Stored data
+-------+
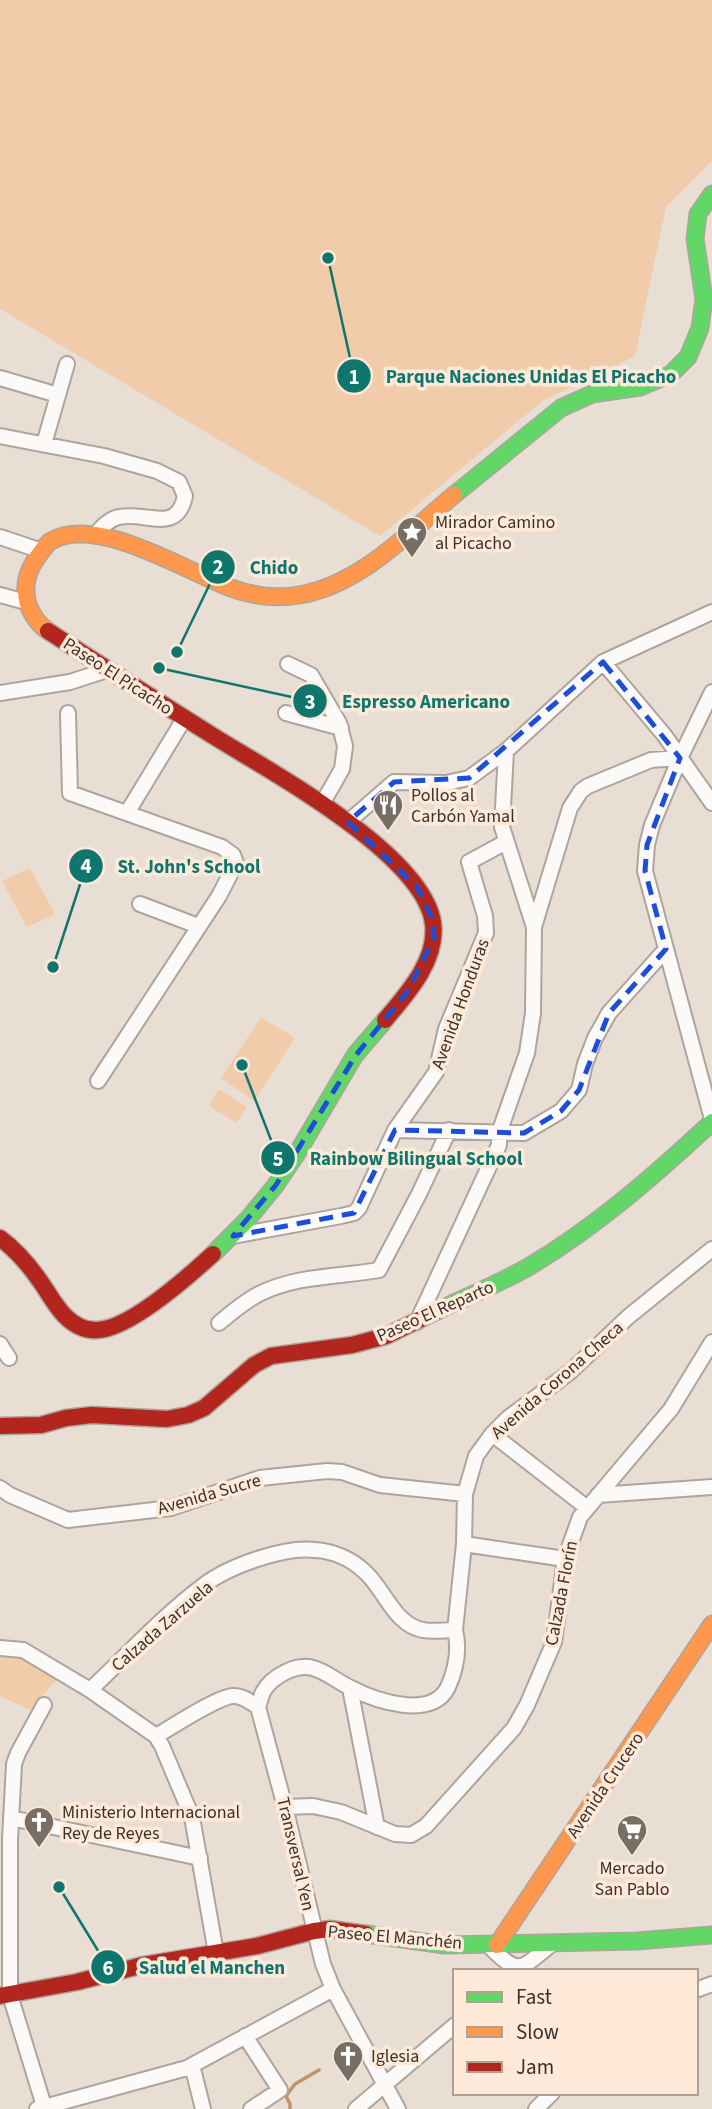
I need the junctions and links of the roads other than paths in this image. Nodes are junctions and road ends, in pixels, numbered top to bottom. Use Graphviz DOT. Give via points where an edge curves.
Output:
graph roads {
  1 [pos="712,194"];
  2 [pos="67,364"];
  3 [pos="0,378"];
  4 [pos="58,396"];
  5 [pos="0,436"];
  6 [pos="44,444"];
  7 [pos="96,534"];
  8 [pos="0,537"];
  9 [pos="39,550"];
  10 [pos="0,595"];
  11 [pos="26,602"];
  12 [pos="712,612"];
  13 [pos="603,662"];
  14 [pos="288,664"];
  15 [pos="107,670"];
  16 [pos="712,692"];
  17 [pos="0,693"];
  18 [pos="68,713"];
  19 [pos="286,713"];
  20 [pos="705,718"];
  21 [pos="184,719"];
  22 [pos="341,728"];
  23 [pos="506,751"];
  24 [pos="680,758"];
  25 [pos="712,803"];
  26 [pos="321,804"];
  27 [pos="127,813"];
  28 [pos="348,822"];
  29 [pos="506,842"];
  30 [pos="139,904"];
  31 [pos="198,926"];
  32 [pos="534,927"];
  33 [pos="666,949"];
  34 [pos="98,1081"];
  35 [pos="712,1120"];
  36 [pos="395,1130"];
  37 [pos="449,1130"];
  38 [pos="499,1133"];
  39 [pos="233,1236"];
  40 [pos="0,1238"];
  41 [pos="712,1249"];
  42 [pos="417,1322"];
  43 [pos="219,1323"];
  44 [pos="712,1342"];
  45 [pos="0,1344"];
  46 [pos="9,1358"];
  47 [pos="0,1426"];
  48 [pos="492,1434"];
  49 [pos="712,1487"];
  50 [pos="0,1488"];
  51 [pos="465,1494"];
  52 [pos="598,1495"];
  53 [pos="586,1507"];
  54 [pos="464,1544"];
  55 [pos="565,1559"];
  56 [pos="712,1624"];
  57 [pos="455,1630"];
  58 [pos="0,1648"];
  59 [pos="350,1688"];
  60 [pos="90,1690"];
  61 [pos="44,1705"];
  62 [pos="258,1707"];
  63 [pos="156,1737"];
  64 [pos="0,1756"];
  65 [pos="16,1758"];
  66 [pos="285,1807"];
  67 [pos="11,1818"];
  68 [pos="377,1827"];
  69 [pos="5,1842"];
  70 [pos="200,1858"];
  71 [pos="314,1931"];
  72 [pos="712,1935"];
  73 [pos="518,1944"];
  74 [pos="552,1944"];
  75 [pos="493,1945"];
  76 [pos="216,1953"];
  77 [pos="515,1969"];
  78 [pos="333,1989"];
  79 [pos="5,1995"];
  80 [pos="453,2027"];
  81 [pos="245,2036"];
  82 [pos="192,2065"];
  83 [pos="384,2085"];
  84 [pos="550,2095"];
  85 [pos="40,2108"];
  86 [pos="203,2109"];
  87 [pos="251,2109"];
  88 [pos="356,2109"];
  89 [pos="398,2109"];
  90 [pos="536,2109"];
  1 -- 7 [label="street" via="698,214 695,239 704,299 700,328 688,357 671,373 640,387 592,394 561,408 370,564 339,583 308,596 256,595"];
  2 -- 4 [label="street"];
  3 -- 4 [label="street"];
  4 -- 6 [label="street"];
  5 -- 6 [label="street"];
  6 -- 7 [label="street" via="157,471 180,482 185,496 173,518 116,517"];
  7 -- 9 [label="street" via="67,533"];
  8 -- 9 [label="street"];
  9 -- 11 [label="street" via="26,585"];
  10 -- 11 [label="street"];
  11 -- 15 [label="street, Paseo El Picacho" via="40,626"];
  12 -- 13 [label="street"];
  13 -- 23 [label="street"];
  13 -- 24 [label="street"];
  14 -- 22 [label="street" via="311,675"];
  15 -- 17 [label="street" via="70,682"];
  15 -- 21 [label="street, Paseo El Picacho"];
  16 -- 20 [label="street"];
  18 -- 27 [label="street" via="69,793"];
  19 -- 22 [label="street"];
  20 -- 24 [label="street"];
  21 -- 26 [label="street, Paseo El Picacho"];
  21 -- 27 [label="street"];
  22 -- 26 [label="street" via="345,746 342,769"];
  23 -- 28 [label="street" via="469,778 446,783 394,782"];
  23 -- 29 [label="street" via="502,822"];
  24 -- 25 [label="street"];
  24 -- 32 [label="street" via="651,760 581,790 570,808"];
  24 -- 33 [label="street" via="652,825 645,871"];
  26 -- 28 [label="street, Paseo El Picacho"];
  27 -- 31 [label="street" via="233,855 236,863"];
  28 -- 39 [label="street, Paseo El Picacho" via="416,887 431,916 434,937 408,991 356,1055 276,1185"];
  29 -- 32 [label="street"];
  29 -- 36 [label="street, Avenida Honduras" via="469,862 486,933 446,1030 436,1072"];
  30 -- 31 [label="street"];
  31 -- 34 [label="street"];
  32 -- 38 [label="street" via="531,1035"];
  33 -- 35 [label="street"];
  33 -- 38 [label="street" via="609,1013 571,1100 524,1133"];
  35 -- 42 [label="street, Paseo El Reparto" via="648,1181 580,1233 528,1267"];
  36 -- 37 [label="street"];
  36 -- 39 [label="street, Avenida Honduras" via="354,1213"];
  37 -- 38 [label="street"];
  37 -- 43 [label="street" via="379,1270 321,1276 271,1288"];
  38 -- 42 [label="street" via="499,1145"];
  39 -- 40 [label="street, Paseo El Picacho" via="188,1278 105,1331 89,1330 64,1316 21,1256"];
  41 -- 48 [label="street, Avenida Corona Checa"];
  42 -- 47 [label="street, Paseo El Reparto" via="352,1345 271,1356 204,1408 188,1415 167,1419 92,1415 41,1425"];
  44 -- 52 [label="street, Calzada Florín" via="671,1409"];
  45 -- 46 [label="street"];
  48 -- 51 [label="street, Avenida Corona Checa" via="477,1456"];
  48 -- 53 [label="street"];
  49 -- 52 [label="street"];
  50 -- 51 [label="street, Avenida Sucre" via="68,1520 171,1508 260,1478 327,1471 380,1485"];
  51 -- 54 [label="street, Avenida Corona Checa"];
  52 -- 53 [label="street, Calzada Florín"];
  53 -- 55 [label="street, Calzada Florín"];
  54 -- 55 [label="street"];
  54 -- 57 [label="street, Avenida Corona Checa"];
  55 -- 68 [label="street, Calzada Florín" via="554,1643 514,1728 426,1826 411,1835"];
  56 -- 75 [label="street, Avenida Crucero"];
  57 -- 59 [label="street, Avenida Corona Checa" via="456,1671 444,1695 432,1703 416,1707"];
  57 -- 60 [label="street, Calzada Zarzuela" via="422,1630 405,1622 372,1579 345,1558 315,1549 278,1554 248,1562 205,1584"];
  58 -- 60 [label="street" via="23,1650"];
  59 -- 62 [label="street, Avenida Corona Checa" via="310,1667 290,1670 264,1690"];
  59 -- 68 [label="street"];
  60 -- 63 [label="street"];
  61 -- 65 [label="street"];
  62 -- 63 [label="street" via="233,1696"];
  62 -- 66 [label="street, Transversal Yen"];
  63 -- 70 [label="street" via="192,1817"];
  64 -- 65 [label="street"];
  65 -- 67 [label="street"];
  66 -- 68 [label="street, Calzada Florín" via="341,1812"];
  66 -- 71 [label="street, Transversal Yen"];
  67 -- 69 [label="street"];
  67 -- 70 [label="street"];
  69 -- 79 [label="street"];
  70 -- 76 [label="street"];
  71 -- 75 [label="street, Paseo El Manchén" via="330,1929 445,1945"];
  71 -- 76 [label="street, Paseo El Manchén"];
  71 -- 78 [label="street, Transversal Yen"];
  72 -- 74 [label="street, Paseo El Manchén"];
  73 -- 74 [label="street, Paseo El Manchén"];
  73 -- 75 [label="street, Paseo El Manchén"];
  73 -- 77 [label="street"];
  74 -- 77 [label="street"];
  75 -- 77 [label="street"];
  76 -- 79 [label="street, Paseo El Manchén"];
  78 -- 81 [label="street"];
  78 -- 83 [label="street, Transversal Yen"];
  79 -- 85 [label="street"];
  80 -- 83 [label="street"];
  81 -- 82 [label="street"];
  81 -- 87 [label="street" via="280,2090"];
  82 -- 85 [label="street"];
  82 -- 86 [label="street"];
  83 -- 88 [label="street"];
  83 -- 89 [label="street, Transversal Yen"];
  84 -- 90 [label="street"];
}
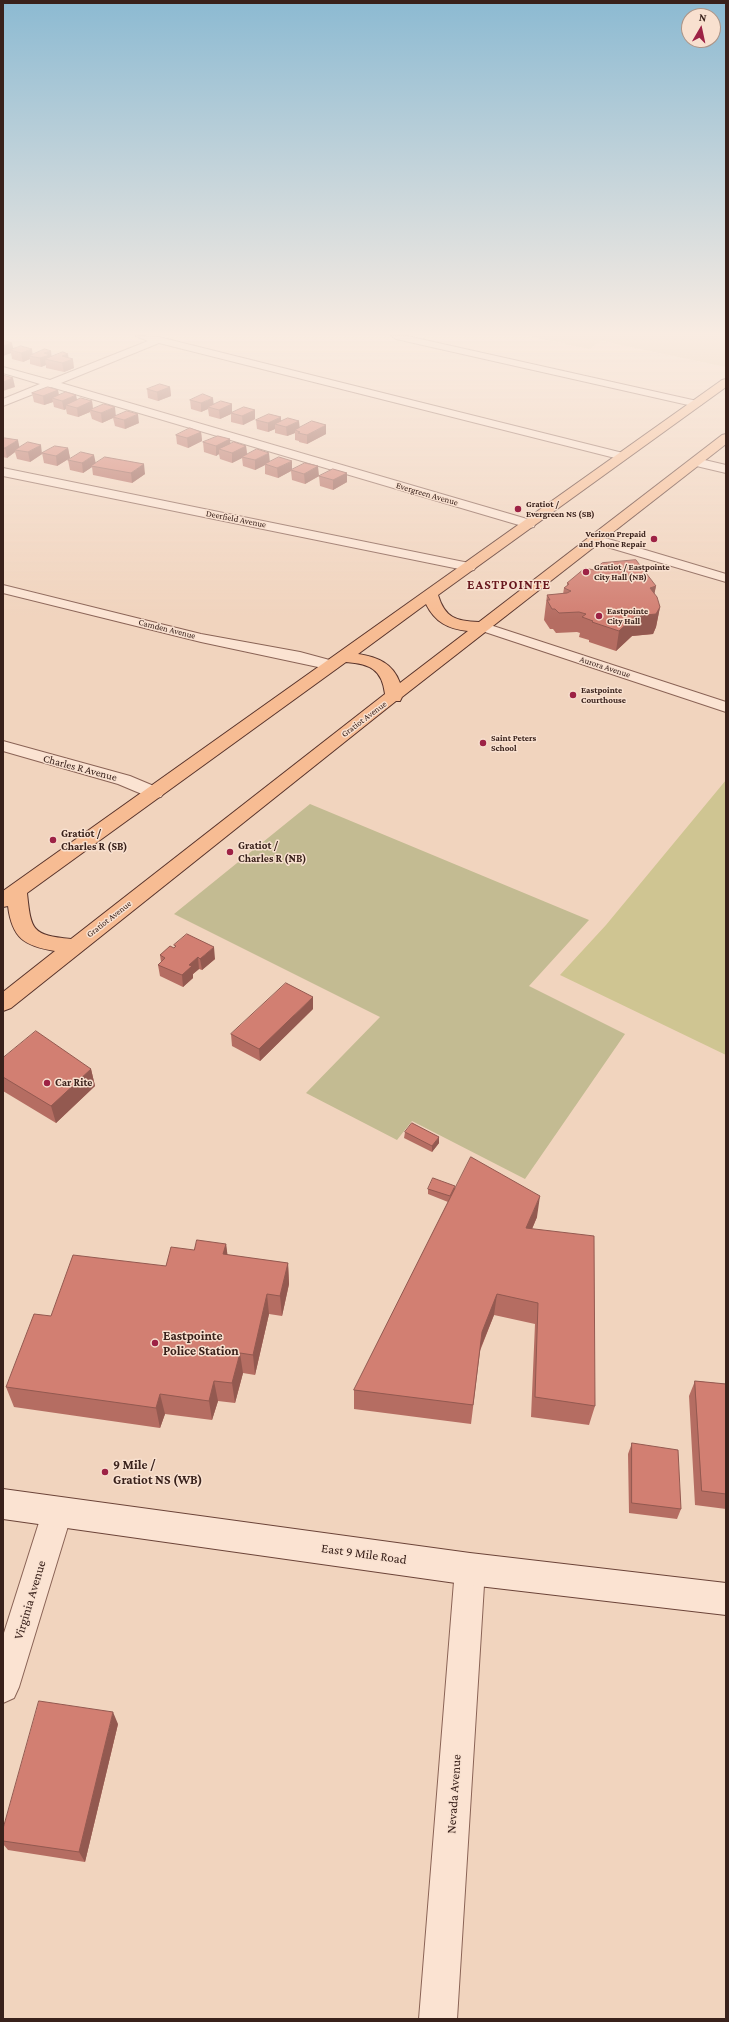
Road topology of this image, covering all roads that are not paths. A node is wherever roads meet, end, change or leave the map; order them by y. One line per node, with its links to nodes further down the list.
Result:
1 (211, 430): 9 (street, Evergreen Avenue)
2 (520, 430): 5 (street)
3 (659, 430): 5 (main road)
4 (726, 438): 6 (main road, Gratiot Avenue)
5 (623, 456): 9 (main road)
6 (696, 462): 7 (street); 10 (main road, Gratiot Avenue)
7 (726, 469)
8 (3, 472): 11 (street, Deerfield Avenue)
9 (529, 524): 11 (main road)
10 (595, 539): 12 (street); 15 (main road, Gratiot Avenue)
11 (470, 567): 14 (main road)
12 (726, 578)
13 (3, 589): 16 (street, Camden Avenue)
14 (431, 595): 15 (main road); 16 (main road)
15 (484, 627): 17 (main road, Gratiot Avenue); 18 (street, Aurora Avenue)
16 (337, 661): 17 (main road); 20 (main road)
17 (394, 697): 22 (main road, Gratiot Avenue)
18 (726, 708)
19 (3, 746): 20 (street, Charles R Avenue)
20 (156, 793): 21 (main road)
21 (10, 896): 22 (main road)
22 (74, 946): 23 (main road, Gratiot Avenue)
23 (3, 1002)
24 (3, 1504): 25 (main road, East 9 Mile Road)
25 (57, 1513): 26 (main road, East 9 Mile Road); 28 (street, Virginia Avenue)
26 (470, 1569): 27 (main road, East 9 Mile Road); 29 (street, Nevada Avenue)
27 (726, 1599)
28 (3, 1687)
29 (438, 2019)

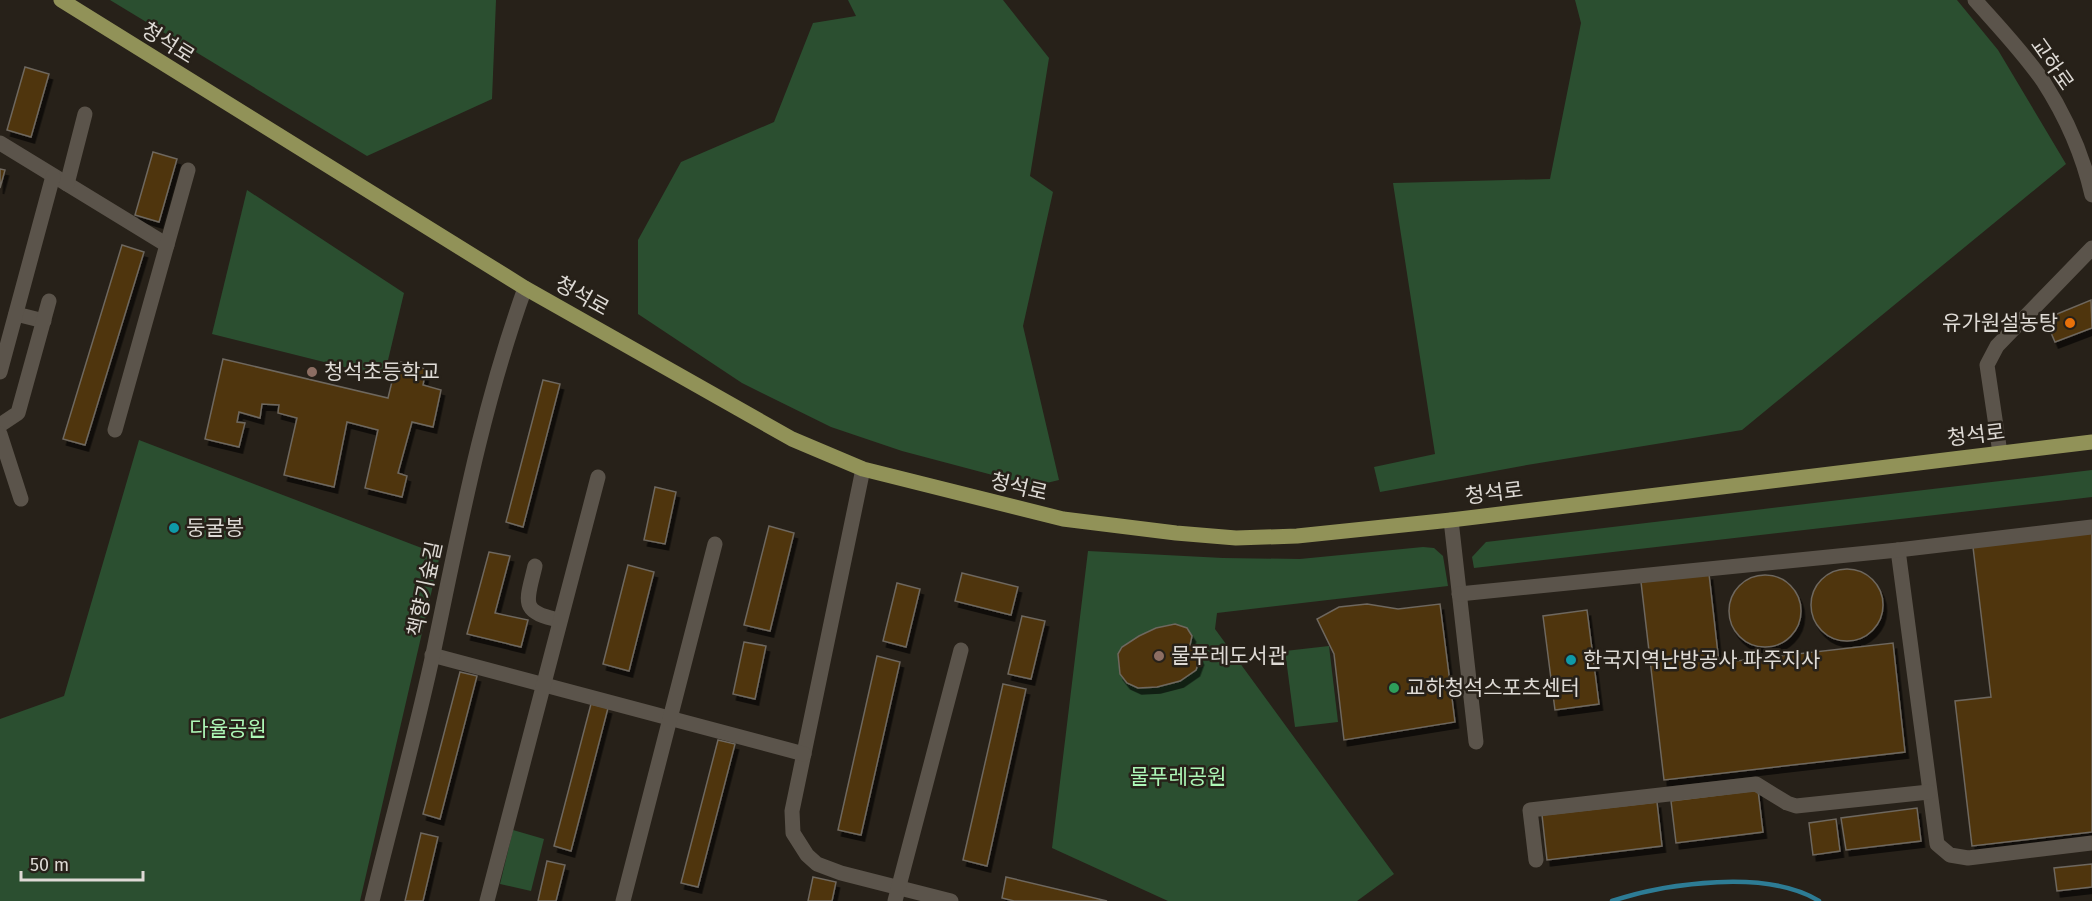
+-------+
Activity: Among the lines above, list those that contain the word "Mile".

Your response:
24 (3, 1504): 25 (main road, East 9 Mile Road)
25 (57, 1513): 26 (main road, East 9 Mile Road); 28 (street, Virginia Avenue)
26 (470, 1569): 27 (main road, East 9 Mile Road); 29 (street, Nevada Avenue)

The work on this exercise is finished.